In the basic analysis, we proved the following with the $\epsilon – \delta$ method.
For metric spaces $X$ and $\mathbb{R}$, $fg:X\rightarrow \mathbb{R}$ is continuous, if $f,g:X\rightarrow \mathbb{R}$ are continuous.
In my text book (Munkres, Topology), I found that the author uses the above property when $X$ is a (normal) space. (For the proof of the Tieteze extension into $\mathbb{R}$; $\forall$ A clsoed subset $A$ of a normal space $X$, a continuous function $f:A\rightarrow \mathbb{R}$ can be continuously extended to $\bar f:X\rightarrow \mathbb{R}$ s.t. $\bar f(x)=f(x)$ $ \forall x \in A$)
Is one able to use the above property for continuous functions from an arbitrary topological space into the real field?

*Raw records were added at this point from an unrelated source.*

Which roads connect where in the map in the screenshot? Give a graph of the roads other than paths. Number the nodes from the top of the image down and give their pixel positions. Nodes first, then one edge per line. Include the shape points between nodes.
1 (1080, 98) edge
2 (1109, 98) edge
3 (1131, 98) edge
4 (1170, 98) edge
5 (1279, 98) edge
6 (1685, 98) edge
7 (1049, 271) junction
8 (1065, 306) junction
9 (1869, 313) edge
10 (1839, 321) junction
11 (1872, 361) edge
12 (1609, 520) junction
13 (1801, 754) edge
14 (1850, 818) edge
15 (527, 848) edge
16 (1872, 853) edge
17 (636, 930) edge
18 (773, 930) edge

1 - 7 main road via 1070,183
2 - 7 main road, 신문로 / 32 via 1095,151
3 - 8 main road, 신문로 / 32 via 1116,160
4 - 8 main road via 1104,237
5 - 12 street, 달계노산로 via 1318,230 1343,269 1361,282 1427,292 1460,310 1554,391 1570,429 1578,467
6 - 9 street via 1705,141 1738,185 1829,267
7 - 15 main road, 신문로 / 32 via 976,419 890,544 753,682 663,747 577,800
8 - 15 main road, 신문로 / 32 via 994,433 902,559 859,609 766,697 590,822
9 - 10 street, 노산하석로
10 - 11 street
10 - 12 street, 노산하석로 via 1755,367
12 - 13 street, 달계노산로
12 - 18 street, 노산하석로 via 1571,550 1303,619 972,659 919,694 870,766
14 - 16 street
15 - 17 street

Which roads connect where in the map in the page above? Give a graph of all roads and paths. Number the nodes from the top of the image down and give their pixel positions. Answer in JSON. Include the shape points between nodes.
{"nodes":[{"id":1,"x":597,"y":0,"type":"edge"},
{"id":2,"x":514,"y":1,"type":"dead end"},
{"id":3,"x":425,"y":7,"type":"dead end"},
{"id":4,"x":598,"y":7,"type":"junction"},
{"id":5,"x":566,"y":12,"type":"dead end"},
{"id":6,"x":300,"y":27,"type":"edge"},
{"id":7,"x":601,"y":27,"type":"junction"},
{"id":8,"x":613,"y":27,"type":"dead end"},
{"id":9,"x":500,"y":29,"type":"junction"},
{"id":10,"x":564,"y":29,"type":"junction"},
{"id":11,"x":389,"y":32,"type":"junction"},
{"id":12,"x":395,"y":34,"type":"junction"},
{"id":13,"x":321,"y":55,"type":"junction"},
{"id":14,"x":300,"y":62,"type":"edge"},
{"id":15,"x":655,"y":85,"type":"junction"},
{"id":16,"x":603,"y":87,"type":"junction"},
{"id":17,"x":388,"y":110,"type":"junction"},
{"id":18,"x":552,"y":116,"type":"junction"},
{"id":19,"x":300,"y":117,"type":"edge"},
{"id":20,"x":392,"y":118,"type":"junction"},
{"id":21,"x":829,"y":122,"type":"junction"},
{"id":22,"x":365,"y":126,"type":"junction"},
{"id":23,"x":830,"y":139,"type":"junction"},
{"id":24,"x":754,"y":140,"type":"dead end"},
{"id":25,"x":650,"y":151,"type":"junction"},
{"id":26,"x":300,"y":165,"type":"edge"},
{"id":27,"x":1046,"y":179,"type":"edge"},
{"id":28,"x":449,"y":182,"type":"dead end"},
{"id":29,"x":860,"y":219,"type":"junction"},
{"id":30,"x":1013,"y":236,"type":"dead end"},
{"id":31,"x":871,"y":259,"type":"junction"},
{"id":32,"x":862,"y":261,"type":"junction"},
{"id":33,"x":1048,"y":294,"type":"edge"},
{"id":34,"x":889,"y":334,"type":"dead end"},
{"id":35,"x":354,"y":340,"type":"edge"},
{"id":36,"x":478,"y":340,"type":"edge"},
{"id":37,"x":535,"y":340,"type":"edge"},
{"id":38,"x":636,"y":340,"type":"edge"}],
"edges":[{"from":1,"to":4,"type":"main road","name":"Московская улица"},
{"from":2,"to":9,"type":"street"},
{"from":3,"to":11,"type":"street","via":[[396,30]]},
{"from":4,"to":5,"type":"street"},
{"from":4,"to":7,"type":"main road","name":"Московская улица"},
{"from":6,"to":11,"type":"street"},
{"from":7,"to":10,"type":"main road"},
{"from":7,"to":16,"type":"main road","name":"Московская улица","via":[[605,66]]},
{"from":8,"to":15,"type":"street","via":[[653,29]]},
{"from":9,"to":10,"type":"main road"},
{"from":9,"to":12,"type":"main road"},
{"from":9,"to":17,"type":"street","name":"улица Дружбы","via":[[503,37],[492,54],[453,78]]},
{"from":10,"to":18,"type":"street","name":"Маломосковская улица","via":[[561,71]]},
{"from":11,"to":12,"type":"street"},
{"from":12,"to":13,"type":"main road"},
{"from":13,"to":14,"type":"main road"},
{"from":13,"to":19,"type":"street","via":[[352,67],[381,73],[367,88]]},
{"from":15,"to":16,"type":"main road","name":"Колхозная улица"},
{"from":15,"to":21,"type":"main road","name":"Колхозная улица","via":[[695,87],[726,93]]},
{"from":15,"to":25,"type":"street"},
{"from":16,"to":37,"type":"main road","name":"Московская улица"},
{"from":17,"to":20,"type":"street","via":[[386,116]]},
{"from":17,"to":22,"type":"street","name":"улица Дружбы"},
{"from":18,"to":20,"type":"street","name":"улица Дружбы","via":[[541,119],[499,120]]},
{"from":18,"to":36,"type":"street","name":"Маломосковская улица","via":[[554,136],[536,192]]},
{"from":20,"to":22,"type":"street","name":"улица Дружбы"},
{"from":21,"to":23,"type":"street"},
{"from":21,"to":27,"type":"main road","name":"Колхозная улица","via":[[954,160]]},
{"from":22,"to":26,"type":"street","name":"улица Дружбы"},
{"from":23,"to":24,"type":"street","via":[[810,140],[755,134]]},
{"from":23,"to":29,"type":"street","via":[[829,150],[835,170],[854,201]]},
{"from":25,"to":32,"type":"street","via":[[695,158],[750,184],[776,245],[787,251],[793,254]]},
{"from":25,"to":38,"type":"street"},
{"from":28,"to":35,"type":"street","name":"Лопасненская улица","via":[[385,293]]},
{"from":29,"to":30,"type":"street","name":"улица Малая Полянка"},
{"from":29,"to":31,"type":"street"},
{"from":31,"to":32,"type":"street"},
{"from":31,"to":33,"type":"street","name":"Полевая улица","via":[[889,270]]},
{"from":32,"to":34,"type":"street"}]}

Any help will be appreciated. Thank you.
Best Answer
Yes, this is true more generally when mapping any space into any topological group $G$, since the multiplication map $ \mu : G \times G \to G$ is continuous by definition. Given maps $f, g: X \to G$ their product $f \cdot g : X \to G$ is just the composite of the pairing $(f, g) : X \to G \times G$ with the multiplication. That is, $f \cdot g = \mu \circ (f, g)$.